- _About this task_:
Check every line below for the string "笈瀬川筋", and copy the lines that contain it.

---------- Task data ----------

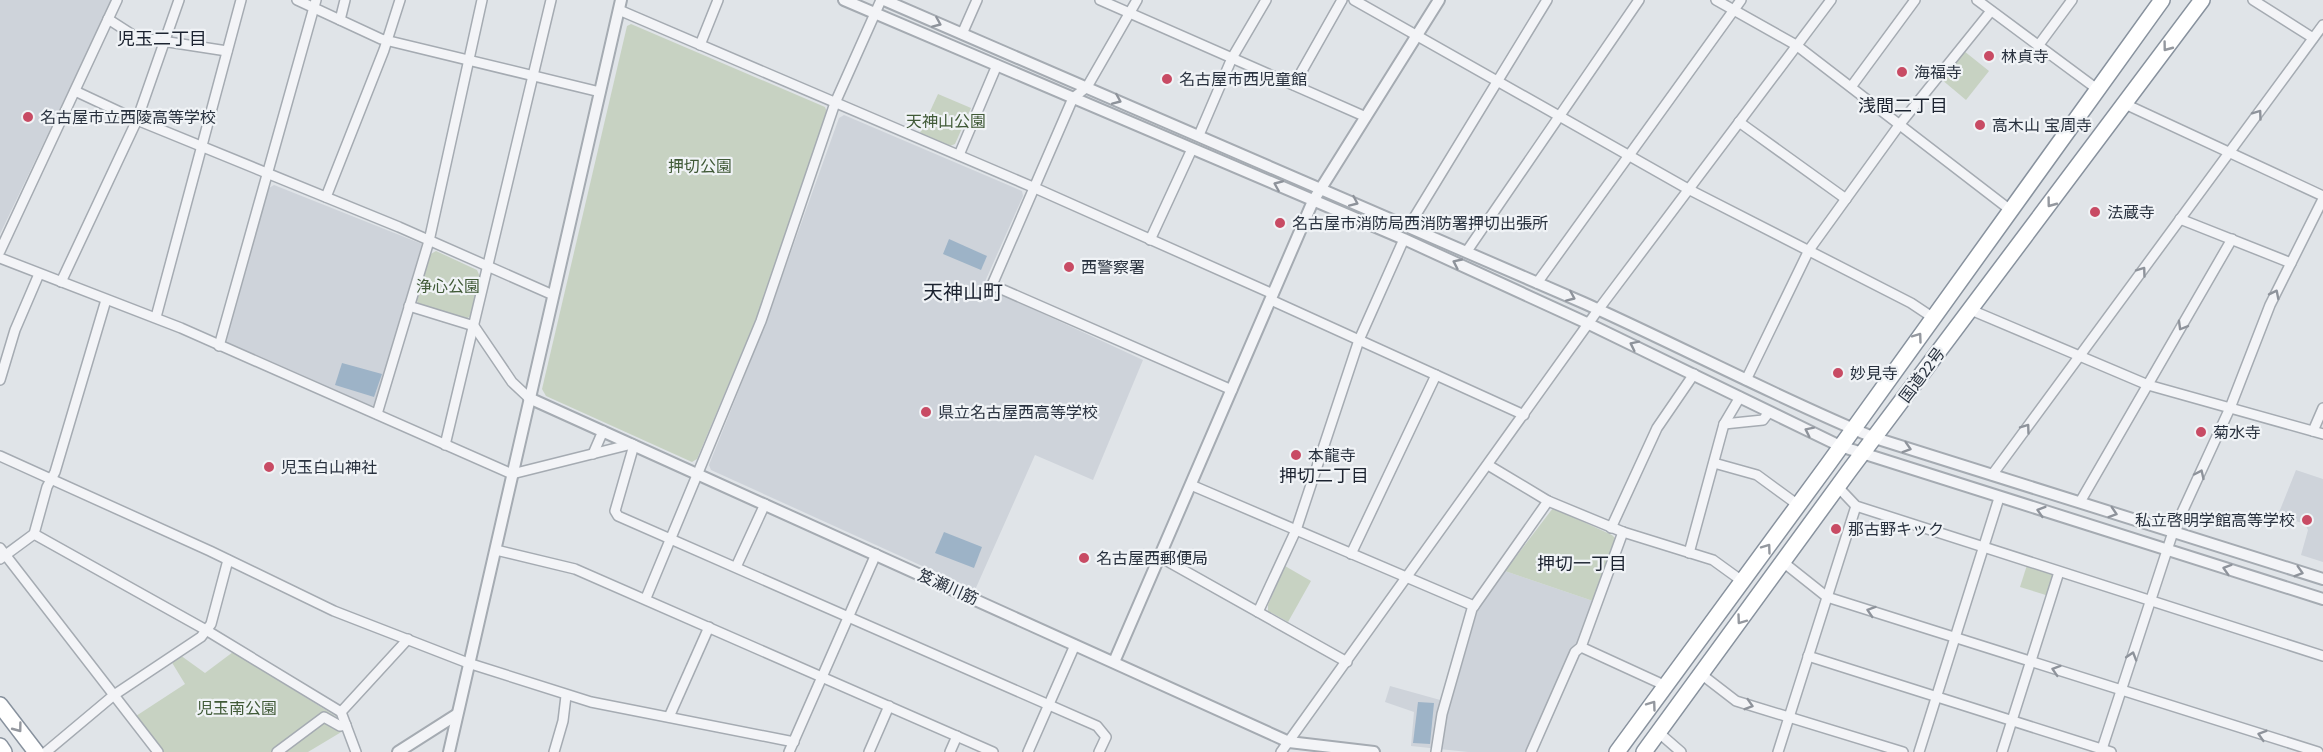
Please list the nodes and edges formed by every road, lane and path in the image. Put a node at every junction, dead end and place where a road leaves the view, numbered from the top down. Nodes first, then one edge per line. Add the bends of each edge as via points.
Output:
1 (117, 0) edge
2 (179, 0) edge
3 (241, 0) edge
4 (297, 0) edge
5 (345, 0) edge
6 (400, 0) edge
7 (482, 0) edge
8 (551, 0) edge
9 (718, 0) edge
10 (844, 0) edge
11 (882, 0) edge
12 (977, 0) edge
13 (1100, 0) edge
14 (1137, 0) edge
15 (1266, 0) edge
16 (1342, 0) edge
17 (1354, 0) edge
18 (1438, 0) edge
19 (1547, 0) edge
20 (1639, 0) edge
21 (1716, 0) edge
22 (1741, 0) edge
23 (1831, 0) edge
24 (1915, 0) edge
25 (1977, 0) edge
26 (2072, 0) edge
27 (2162, 0) edge
28 (2202, 0) edge
29 (2253, 0) edge
30 (315, 4) edge
31 (620, 5) edge
32 (1734, 10) junction
33 (1991, 11) junction
34 (874, 13) junction
35 (1129, 13) junction
36 (108, 19) junction
37 (340, 20) junction
38 (2323, 25) edge
39 (962, 34) junction
40 (1416, 36) junction
41 (2313, 38) junction
42 (388, 40) junction
43 (165, 41) junction
44 (700, 45) junction
45 (1796, 45) junction
46 (2038, 46) junction
47 (227, 51) junction
48 (1232, 58) junction
49 (467, 61) junction
50 (997, 65) junction
51 (533, 75) junction
52 (1497, 81) junction
53 (1294, 85) junction
54 (1087, 87) junction
55 (1851, 87) junction
56 (2097, 88) junction
57 (75, 91) junction
58 (600, 92) junction
59 (1073, 98) junction
60 (835, 103) junction
61 (2125, 104) junction
62 (1366, 117) junction
63 (1559, 117) junction
64 (137, 120) junction
65 (1739, 122) junction
66 (1900, 124) junction
67 (1199, 135) junction
68 (202, 146) junction
69 (1192, 149) junction
70 (2228, 154) junction
71 (959, 155) junction
72 (1628, 156) junction
73 (268, 173) junction
74 (1035, 188) junction
75 (1322, 188) junction
76 (1688, 189) junction
77 (326, 197) junction
78 (2323, 198) edge
79 (1846, 199) junction
80 (1313, 201) junction
81 (2009, 209) junction
82 (2181, 219) junction
83 (1409, 226) junction
84 (1404, 239) junction
85 (2232, 239) junction
86 (1150, 240) junction
87 (429, 241) junction
88 (1809, 250) junction
89 (0, 251) edge
90 (1467, 251) junction
91 (0, 258) edge
92 (2291, 263) junction
93 (488, 267) junction
94 (39, 274) junction
95 (61, 282) junction
96 (1537, 283) junction
97 (553, 294) junction
98 (1272, 297) junction
99 (106, 300) junction
100 (409, 306) junction
101 (1598, 310) junction
102 (1971, 310) junction
103 (156, 317) junction
104 (1932, 317) junction
105 (1589, 324) junction
106 (474, 326) junction
107 (1359, 340) junction
108 (219, 346) junction
109 (2079, 356) junction
110 (1694, 374) junction
111 (1436, 375) junction
112 (0, 380) edge
113 (1746, 380) junction
114 (2148, 385) junction
115 (1232, 390) junction
116 (1740, 397) junction
117 (529, 398) junction
118 (2230, 408) junction
119 (2323, 408) edge
120 (1769, 412) junction
121 (377, 414) junction
122 (1524, 415) junction
123 (1724, 424) junction
124 (1852, 429) junction
125 (603, 431) junction
126 (2313, 431) junction
127 (2323, 434) edge
128 (1875, 438) junction
129 (445, 445) junction
130 (633, 445) junction
131 (1840, 446) junction
132 (593, 454) junction
133 (1863, 454) junction
134 (0, 456) edge
135 (1714, 463) junction
136 (1488, 465) junction
137 (512, 474) junction
138 (697, 474) junction
139 (1992, 475) junction
140 (51, 480) junction
141 (1191, 485) junction
142 (1838, 487) junction
143 (1999, 498) junction
144 (1548, 501) junction
145 (2080, 502) junction
146 (765, 504) junction
147 (1798, 505) junction
148 (1856, 506) junction
149 (1611, 528) junction
150 (1296, 530) junction
151 (1623, 532) junction
152 (2173, 532) junction
153 (34, 534) junction
154 (671, 538) junction
155 (1984, 548) junction
156 (2166, 549) junction
157 (496, 550) junction
158 (1689, 553) junction
159 (2, 554) edge
160 (876, 554) junction
161 (1351, 554) junction
162 (1160, 557) junction
163 (228, 560) junction
164 (1783, 562) junction
165 (736, 567) junction
166 (2059, 572) junction
167 (1408, 578) junction
168 (2323, 579) edge
169 (1742, 581) junction
170 (1827, 597) junction
171 (646, 598) junction
172 (2323, 599) edge
173 (2150, 601) junction
174 (1474, 606) junction
175 (1258, 612) junction
176 (848, 616) junction
177 (709, 627) junction
178 (206, 630) junction
179 (1955, 638) junction
180 (408, 639) junction
181 (1075, 645) junction
182 (1581, 647) junction
183 (2323, 656) edge
184 (1808, 657) junction
185 (1114, 662) junction
186 (1347, 662) junction
187 (2031, 662) junction
188 (468, 663) junction
189 (1701, 674) junction
190 (822, 676) junction
191 (1666, 686) junction
192 (2121, 691) junction
193 (114, 695) junction
194 (566, 696) junction
195 (1936, 697) junction
196 (0, 705) edge
197 (889, 706) junction
198 (1048, 706) junction
199 (341, 712) junction
200 (456, 715) junction
201 (669, 717) junction
202 (1789, 717) junction
203 (2012, 721) junction
204 (346, 725) junction
205 (1658, 732) junction
206 (957, 736) junction
207 (794, 742) junction
208 (1289, 742) junction
209 (0, 746) edge
210 (2105, 751) edge
211 (4, 752) edge
212 (36, 752) edge
213 (46, 752) edge
214 (158, 752) edge
215 (277, 752) edge
216 (356, 752) edge
217 (398, 752) edge
218 (448, 752) edge
219 (554, 752) edge
220 (789, 752) edge
221 (868, 752) edge
222 (950, 752) edge
223 (993, 752) edge
224 (1028, 752) edge
225 (1099, 752) edge
226 (1281, 752) edge
227 (1374, 752) edge
228 (1436, 752) edge
229 (1531, 752) edge
230 (1617, 752) edge
231 (1644, 752) edge
232 (1681, 752) edge
233 (1778, 752) edge
234 (1903, 752) edge
235 (1919, 752) edge
236 (2002, 752) edge
237 (2318, 752) edge

1 - 36 street
2 - 43 street
3 - 47 street
4 - 30 street
5 - 37 street
6 - 42 street
7 - 49 street
8 - 51 street
9 - 44 street
10 - 34 street
11 - 34 street
11 -> 39 street
12 - 39 street
13 - 35 street
14 - 35 street
15 - 48 street
16 - 53 street
17 - 40 street
18 - 40 street
19 - 52 street
20 - 63 street
21 - 32 street
22 - 32 street
23 - 45 street
24 - 55 street
25 - 33 street
26 - 46 street
27 - 56 highway, 国道22号
28 -> 61 highway, 国道22号
29 - 41 street
30 - 37 street
30 - 73 street
31 - 44 street
31 - 58 street
32 - 45 street
32 - 72 street
33 - 46 street
33 - 66 street
34 - 50 street
34 - 60 street
35 - 48 street
35 - 54 street
36 - 43 street via 136,37
36 - 57 street
37 - 42 street
38 - 41 street
39 - 54 street
40 - 52 street
40 - 62 street
70 -> 41 street
42 - 49 street
42 - 77 street
43 - 47 street
43 - 64 street
44 - 60 street
45 - 55 street
45 - 65 street
46 - 56 street
47 - 68 street
48 - 53 street
48 - 67 street
49 - 51 street
49 - 87 street
50 - 59 street
50 - 71 street
51 - 58 street
51 - 93 street
52 - 63 street
52 - 83 street
53 - 62 street
54 - 59 street
54 -> 67 street
55 - 66 street
56 - 81 highway, 国道22号
57 - 64 street
57 - 89 street
58 - 97 street
59 - 69 street
59 - 74 street
60 - 71 street
60 - 138 street via 761,321
61 - 70 street
61 -> 102 highway, 国道22号
62 - 75 street
63 - 72 street
63 - 90 street
64 - 68 street
64 - 95 street
65 - 76 street
65 - 79 street
66 - 79 street
66 - 81 street
67 - 75 street
68 - 73 street
68 - 103 street
80 -> 69 street
69 - 86 street
70 - 78 street
70 - 82 street
71 - 74 street
72 - 76 street
72 - 96 street
73 - 77 street
73 - 108 street
74 - 86 street
74 - 115 street via 992,285
75 - 80 street
75 -> 83 street
76 - 88 street
76 - 101 street
77 - 87 street
78 - 92 street
79 - 88 street
80 - 84 street
80 - 98 street
81 - 104 highway, 国道22号
82 - 85 street
109 -> 82 street
83 - 90 street
105 -> 84 street
84 - 107 street
85 - 92 street
85 -> 114 street
86 - 98 street
87 - 93 street
87 - 100 street
88 - 104 street
88 - 113 street
90 - 96 street
91 - 94 street
118 -> 92 street via 2270,305
93 - 97 street
93 - 106 street
94 - 95 street
94 - 112 street via 15,330
95 - 99 street
96 -> 101 street
97 - 117 street
98 - 107 street
98 - 115 street
99 - 103 street
99 - 140 street
100 - 106 street
100 - 121 street
101 - 105 street
101 - 113 street
102 - 109 street
102 - 128 highway, 国道22号
103 - 108 street
124 -> 104 highway, 国道22号
110 -> 105 street
105 - 122 street
106 - 117 street via 512,382
106 - 129 street
107 - 111 street
107 - 150 street
108 - 121 street
109 - 114 street
139 -> 109 street
110 - 116 street
110 - 149 street via 1657,428
111 - 122 street
111 - 161 street
113 - 124 street
114 - 118 street
114 - 145 street
115 - 141 street
116 - 120 street
116 - 123 street
117 - 125 street, 笈瀬川筋
117 - 137 street
118 - 126 street
152 -> 118 street
119 - 126 street
120 - 123 street via 1763,420
131 -> 120 street
121 - 129 street
122 - 136 street
123 - 135 street
124 - 128 street
124 - 131 highway, 国道22号
125 - 130 street, 笈瀬川筋
125 - 132 street
126 - 127 street
128 - 133 highway, 国道22号
128 -> 139 street
129 - 137 street
130 - 132 street
130 - 138 street, 笈瀬川筋
130 - 154 street via 615,511 618,516
131 - 133 street
131 - 147 highway, 国道22号
132 - 137 street
133 - 142 highway, 国道22号
133 - 143 street
134 - 140 street
135 - 147 street via 1757,475
135 - 158 street
136 - 144 street
136 - 167 street
137 - 157 street
138 - 146 street, 笈瀬川筋
138 - 154 street
139 - 145 street
140 - 153 street
140 - 163 street
141 - 150 street
141 - 162 street
142 - 148 street
142 - 164 highway, 国道22号
143 - 155 street
156 -> 143 street
144 - 149 street
144 - 174 street
145 -> 152 street
146 - 160 street, 笈瀬川筋
146 - 165 street
169 -> 147 highway, 国道22号
148 - 155 street
148 - 170 street
149 - 151 street
150 - 161 street
150 - 175 street
151 - 158 street
151 - 182 street
152 - 156 street
152 -> 168 street
153 - 159 street
153 - 178 street
154 - 165 street
154 - 171 street
155 - 166 street
155 - 179 street
172 -> 156 street
156 - 173 street
157 - 171 street via 575,569
157 - 188 street
158 - 169 street via 1713,560
159 - 193 street
160 - 176 street
160 - 181 street, 笈瀬川筋
161 - 167 street
162 - 175 street
162 - 185 street
163 - 178 street
163 - 180 street via 334,611
164 - 170 street
164 -> 189 highway, 国道22号
165 - 176 street
166 - 173 street
166 - 187 street
167 - 174 street
167 - 186 street
169 - 191 highway, 国道22号
179 -> 170 street
170 - 184 street
171 - 177 street
173 - 183 street
192 -> 173 street
174 - 228 street via 1442,714
175 - 186 street
176 - 190 street
176 - 198 street
177 - 190 street
177 - 201 street
178 - 193 street
178 - 199 street
179 - 187 street
179 - 195 street
180 - 188 street
180 - 199 street
181 - 185 street, 笈瀬川筋
181 - 198 street
182 - 191 street
182 - 229 street via 1575,652
184 - 195 street
184 - 202 street
185 - 208 street, 笈瀬川筋
186 - 208 street
192 -> 187 street
187 - 203 street
188 - 194 street
188 - 200 street
189 -> 202 street via 1736,701
189 - 205 highway, 国道22号
190 - 197 street
190 - 207 street
230 -> 191 highway, 国道22号
192 - 210 street
237 -> 192 street
193 - 213 street
193 - 214 street
194 - 201 street
194 - 219 street
195 - 203 street
195 - 235 street
196 -> 212 highway
197 - 206 street
197 - 221 street
198 - 224 street
198 - 225 street via 1097,726 1106,737
199 - 204 street
200 - 217 street
200 - 218 street
201 - 207 street
202 - 233 street
202 - 234 street
203 - 210 street
203 - 236 street
204 - 215 street via 324,717
204 - 216 street
205 - 231 highway, 国道22号
205 - 232 street
206 - 222 street
206 - 223 street
207 - 220 street
208 - 226 street
208 - 227 street, 笈瀬川筋
209 - 211 highway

----------

- _Expected answer_:
117 - 125 street, 笈瀬川筋
125 - 130 street, 笈瀬川筋
130 - 138 street, 笈瀬川筋
138 - 146 street, 笈瀬川筋
146 - 160 street, 笈瀬川筋
160 - 181 street, 笈瀬川筋
181 - 185 street, 笈瀬川筋
185 - 208 street, 笈瀬川筋
208 - 227 street, 笈瀬川筋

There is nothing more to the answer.